## What you will do
Report how many lines in the data below hold the string "Ures". Nothing else should appear in the answer.

[[ Data for this task, beginning ]]

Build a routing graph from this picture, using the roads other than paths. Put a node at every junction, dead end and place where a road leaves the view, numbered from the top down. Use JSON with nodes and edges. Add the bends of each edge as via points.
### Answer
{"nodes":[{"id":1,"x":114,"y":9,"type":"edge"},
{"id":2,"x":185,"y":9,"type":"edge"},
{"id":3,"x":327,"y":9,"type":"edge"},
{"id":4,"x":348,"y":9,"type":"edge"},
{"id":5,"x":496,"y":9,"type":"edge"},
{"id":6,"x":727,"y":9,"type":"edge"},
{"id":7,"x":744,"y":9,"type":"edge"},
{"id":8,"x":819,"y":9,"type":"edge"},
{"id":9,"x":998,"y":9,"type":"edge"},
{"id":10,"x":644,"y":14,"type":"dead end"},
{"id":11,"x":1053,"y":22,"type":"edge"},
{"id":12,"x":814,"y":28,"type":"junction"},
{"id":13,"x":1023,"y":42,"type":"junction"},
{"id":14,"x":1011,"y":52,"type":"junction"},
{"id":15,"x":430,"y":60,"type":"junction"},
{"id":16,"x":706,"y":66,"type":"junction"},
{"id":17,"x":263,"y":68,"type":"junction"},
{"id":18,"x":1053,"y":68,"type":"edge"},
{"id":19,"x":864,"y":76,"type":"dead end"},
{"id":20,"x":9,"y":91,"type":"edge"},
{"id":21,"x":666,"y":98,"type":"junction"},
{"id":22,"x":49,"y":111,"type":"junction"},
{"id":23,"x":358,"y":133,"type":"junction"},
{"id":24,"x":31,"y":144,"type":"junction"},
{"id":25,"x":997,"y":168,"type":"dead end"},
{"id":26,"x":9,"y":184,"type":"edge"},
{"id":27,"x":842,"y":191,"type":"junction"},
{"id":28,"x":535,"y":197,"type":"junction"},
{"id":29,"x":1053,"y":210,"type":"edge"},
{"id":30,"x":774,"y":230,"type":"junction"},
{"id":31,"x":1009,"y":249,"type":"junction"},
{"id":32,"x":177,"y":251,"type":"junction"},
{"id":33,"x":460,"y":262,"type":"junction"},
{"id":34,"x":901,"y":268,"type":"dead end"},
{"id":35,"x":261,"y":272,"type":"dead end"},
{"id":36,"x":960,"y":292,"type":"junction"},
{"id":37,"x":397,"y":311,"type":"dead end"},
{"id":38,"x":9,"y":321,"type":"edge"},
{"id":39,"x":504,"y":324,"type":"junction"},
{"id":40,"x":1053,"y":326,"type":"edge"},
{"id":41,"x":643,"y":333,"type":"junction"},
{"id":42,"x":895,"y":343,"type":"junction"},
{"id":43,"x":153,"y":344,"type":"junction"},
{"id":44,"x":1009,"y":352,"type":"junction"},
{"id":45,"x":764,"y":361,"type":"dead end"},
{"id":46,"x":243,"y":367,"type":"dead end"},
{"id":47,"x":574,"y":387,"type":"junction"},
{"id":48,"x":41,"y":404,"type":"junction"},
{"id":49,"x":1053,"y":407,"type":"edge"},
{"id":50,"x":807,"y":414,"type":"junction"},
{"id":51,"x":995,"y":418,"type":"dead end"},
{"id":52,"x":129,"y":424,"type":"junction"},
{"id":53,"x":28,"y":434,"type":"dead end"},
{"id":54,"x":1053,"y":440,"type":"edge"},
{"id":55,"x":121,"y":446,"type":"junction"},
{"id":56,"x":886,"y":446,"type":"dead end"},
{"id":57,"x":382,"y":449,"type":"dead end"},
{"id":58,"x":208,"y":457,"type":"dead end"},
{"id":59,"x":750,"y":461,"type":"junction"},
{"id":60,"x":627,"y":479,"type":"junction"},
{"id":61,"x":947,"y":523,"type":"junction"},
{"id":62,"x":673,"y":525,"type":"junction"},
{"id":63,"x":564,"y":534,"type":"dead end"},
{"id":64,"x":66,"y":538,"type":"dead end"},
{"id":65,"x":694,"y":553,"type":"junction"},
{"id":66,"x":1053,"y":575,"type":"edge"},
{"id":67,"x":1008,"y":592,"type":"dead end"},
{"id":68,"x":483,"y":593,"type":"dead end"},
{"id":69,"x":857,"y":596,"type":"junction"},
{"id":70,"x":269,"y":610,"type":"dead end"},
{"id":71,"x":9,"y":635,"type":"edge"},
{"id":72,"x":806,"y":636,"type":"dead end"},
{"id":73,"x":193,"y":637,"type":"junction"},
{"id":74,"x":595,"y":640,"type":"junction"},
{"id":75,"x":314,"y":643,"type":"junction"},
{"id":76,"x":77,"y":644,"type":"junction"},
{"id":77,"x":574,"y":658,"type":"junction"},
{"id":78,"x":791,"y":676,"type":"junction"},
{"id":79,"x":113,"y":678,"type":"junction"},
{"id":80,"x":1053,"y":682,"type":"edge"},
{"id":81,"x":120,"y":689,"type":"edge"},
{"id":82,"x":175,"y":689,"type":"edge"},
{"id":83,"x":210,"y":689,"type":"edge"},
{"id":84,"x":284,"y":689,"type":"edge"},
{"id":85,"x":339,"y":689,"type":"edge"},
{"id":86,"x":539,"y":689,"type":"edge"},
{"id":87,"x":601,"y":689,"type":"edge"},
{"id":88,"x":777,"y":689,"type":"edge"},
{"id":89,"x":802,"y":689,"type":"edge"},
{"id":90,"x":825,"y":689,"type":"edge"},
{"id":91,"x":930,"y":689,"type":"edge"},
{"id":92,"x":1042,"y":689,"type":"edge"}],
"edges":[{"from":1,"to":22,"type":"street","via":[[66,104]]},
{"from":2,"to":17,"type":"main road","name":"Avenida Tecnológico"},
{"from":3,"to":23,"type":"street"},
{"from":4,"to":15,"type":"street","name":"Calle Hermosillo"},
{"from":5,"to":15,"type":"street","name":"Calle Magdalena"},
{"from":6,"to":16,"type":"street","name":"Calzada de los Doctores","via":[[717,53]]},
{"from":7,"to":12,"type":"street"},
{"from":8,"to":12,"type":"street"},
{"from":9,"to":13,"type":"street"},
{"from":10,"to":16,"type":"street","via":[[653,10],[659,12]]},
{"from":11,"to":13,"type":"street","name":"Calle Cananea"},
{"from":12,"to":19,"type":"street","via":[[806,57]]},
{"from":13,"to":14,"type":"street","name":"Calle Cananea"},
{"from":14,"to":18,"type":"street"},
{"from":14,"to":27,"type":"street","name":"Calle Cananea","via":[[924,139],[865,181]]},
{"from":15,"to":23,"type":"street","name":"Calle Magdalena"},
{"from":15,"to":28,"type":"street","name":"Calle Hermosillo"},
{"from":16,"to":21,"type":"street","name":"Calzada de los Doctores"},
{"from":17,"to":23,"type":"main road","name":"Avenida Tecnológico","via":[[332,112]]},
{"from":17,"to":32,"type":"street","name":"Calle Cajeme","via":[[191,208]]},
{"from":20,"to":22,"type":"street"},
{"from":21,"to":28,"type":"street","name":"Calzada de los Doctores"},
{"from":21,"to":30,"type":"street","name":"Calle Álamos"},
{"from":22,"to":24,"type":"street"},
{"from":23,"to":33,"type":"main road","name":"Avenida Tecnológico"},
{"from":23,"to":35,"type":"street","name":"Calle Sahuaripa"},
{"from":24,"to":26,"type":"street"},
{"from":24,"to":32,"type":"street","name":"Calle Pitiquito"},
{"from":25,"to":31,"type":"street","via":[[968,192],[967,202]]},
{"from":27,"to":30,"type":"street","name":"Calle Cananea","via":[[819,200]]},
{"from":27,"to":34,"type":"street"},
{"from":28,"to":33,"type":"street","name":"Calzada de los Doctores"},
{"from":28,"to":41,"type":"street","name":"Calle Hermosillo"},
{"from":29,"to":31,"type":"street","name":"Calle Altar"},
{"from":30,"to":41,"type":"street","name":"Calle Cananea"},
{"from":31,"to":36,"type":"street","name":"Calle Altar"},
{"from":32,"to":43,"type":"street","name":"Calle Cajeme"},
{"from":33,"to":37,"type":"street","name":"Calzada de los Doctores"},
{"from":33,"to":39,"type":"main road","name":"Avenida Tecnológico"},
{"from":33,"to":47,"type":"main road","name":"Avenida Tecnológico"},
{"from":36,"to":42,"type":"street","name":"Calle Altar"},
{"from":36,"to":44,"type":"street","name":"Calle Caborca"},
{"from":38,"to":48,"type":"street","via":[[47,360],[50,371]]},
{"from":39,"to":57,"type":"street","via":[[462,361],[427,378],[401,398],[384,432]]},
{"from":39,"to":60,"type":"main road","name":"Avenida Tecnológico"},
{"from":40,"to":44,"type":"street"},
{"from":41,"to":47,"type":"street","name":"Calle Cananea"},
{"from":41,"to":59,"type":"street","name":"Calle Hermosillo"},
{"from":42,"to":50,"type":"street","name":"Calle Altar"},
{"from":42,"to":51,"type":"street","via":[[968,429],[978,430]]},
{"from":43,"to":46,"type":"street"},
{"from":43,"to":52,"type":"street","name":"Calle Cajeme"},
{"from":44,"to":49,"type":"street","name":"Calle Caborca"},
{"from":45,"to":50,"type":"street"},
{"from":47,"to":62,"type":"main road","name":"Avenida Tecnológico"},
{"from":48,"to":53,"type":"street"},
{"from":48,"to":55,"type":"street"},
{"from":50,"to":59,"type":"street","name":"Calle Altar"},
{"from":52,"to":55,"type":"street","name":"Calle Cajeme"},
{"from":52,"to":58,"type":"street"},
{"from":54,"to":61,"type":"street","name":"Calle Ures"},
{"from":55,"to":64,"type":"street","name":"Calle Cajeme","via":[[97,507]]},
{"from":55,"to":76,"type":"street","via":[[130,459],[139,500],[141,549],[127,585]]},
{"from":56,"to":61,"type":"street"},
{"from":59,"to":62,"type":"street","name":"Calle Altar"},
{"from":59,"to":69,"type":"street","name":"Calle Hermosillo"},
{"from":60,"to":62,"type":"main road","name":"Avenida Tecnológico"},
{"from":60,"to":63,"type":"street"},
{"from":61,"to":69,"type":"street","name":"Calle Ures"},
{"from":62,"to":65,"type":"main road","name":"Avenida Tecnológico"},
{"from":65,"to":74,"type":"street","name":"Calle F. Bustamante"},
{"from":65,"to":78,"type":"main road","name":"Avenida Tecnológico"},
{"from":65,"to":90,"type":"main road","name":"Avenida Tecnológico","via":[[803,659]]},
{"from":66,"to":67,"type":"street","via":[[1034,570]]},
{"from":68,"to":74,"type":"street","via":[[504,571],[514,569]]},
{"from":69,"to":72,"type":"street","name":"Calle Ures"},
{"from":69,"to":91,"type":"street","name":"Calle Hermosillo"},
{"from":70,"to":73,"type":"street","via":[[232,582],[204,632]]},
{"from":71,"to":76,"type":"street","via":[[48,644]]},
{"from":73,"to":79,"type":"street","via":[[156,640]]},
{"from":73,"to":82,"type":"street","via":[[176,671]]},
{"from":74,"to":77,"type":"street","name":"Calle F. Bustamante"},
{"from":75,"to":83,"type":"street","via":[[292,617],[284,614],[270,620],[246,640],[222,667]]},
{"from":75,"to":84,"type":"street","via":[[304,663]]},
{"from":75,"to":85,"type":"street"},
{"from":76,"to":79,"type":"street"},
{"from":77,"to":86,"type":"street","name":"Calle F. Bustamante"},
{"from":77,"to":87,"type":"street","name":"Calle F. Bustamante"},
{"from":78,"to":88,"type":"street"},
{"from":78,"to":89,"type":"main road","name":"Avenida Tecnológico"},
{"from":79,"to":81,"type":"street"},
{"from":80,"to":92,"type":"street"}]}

[[ Data for this task, end ]]

## Written response
3